Among the lines below, tally those that contain "dead" and respond with the total only.

....................

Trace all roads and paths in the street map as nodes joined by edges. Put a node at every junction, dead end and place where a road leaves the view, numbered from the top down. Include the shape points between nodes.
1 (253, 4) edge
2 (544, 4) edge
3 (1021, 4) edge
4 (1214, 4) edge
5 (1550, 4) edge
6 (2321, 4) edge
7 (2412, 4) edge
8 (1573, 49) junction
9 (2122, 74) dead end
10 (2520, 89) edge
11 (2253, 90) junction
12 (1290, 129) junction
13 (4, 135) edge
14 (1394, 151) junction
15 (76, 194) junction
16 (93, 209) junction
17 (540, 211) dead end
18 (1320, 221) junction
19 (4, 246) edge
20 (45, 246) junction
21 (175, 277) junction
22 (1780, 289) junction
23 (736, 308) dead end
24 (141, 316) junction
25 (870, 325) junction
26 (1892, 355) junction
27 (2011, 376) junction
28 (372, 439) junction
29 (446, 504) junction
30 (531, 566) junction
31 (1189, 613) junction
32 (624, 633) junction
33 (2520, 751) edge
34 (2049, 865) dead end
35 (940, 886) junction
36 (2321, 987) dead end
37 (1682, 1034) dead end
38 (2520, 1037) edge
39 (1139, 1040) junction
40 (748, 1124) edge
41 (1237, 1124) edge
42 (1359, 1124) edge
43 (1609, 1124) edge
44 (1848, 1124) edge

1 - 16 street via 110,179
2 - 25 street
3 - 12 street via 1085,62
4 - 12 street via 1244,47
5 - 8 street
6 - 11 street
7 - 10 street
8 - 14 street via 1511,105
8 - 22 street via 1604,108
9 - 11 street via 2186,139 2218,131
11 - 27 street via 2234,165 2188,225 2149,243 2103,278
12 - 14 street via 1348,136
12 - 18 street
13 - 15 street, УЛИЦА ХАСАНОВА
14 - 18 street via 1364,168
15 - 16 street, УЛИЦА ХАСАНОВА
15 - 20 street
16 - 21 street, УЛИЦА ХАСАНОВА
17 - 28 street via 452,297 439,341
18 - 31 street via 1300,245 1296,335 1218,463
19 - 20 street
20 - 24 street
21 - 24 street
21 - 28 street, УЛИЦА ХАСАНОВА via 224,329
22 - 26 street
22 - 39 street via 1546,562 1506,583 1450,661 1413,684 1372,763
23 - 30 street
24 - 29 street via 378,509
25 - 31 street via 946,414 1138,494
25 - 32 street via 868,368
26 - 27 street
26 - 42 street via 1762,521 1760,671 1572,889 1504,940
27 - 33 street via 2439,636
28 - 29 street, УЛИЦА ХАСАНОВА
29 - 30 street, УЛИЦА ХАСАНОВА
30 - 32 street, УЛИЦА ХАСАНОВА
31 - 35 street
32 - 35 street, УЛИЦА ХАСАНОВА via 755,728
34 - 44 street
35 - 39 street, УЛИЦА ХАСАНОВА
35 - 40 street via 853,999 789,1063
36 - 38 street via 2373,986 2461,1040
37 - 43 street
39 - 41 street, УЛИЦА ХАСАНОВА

....................

» **Expected output**
7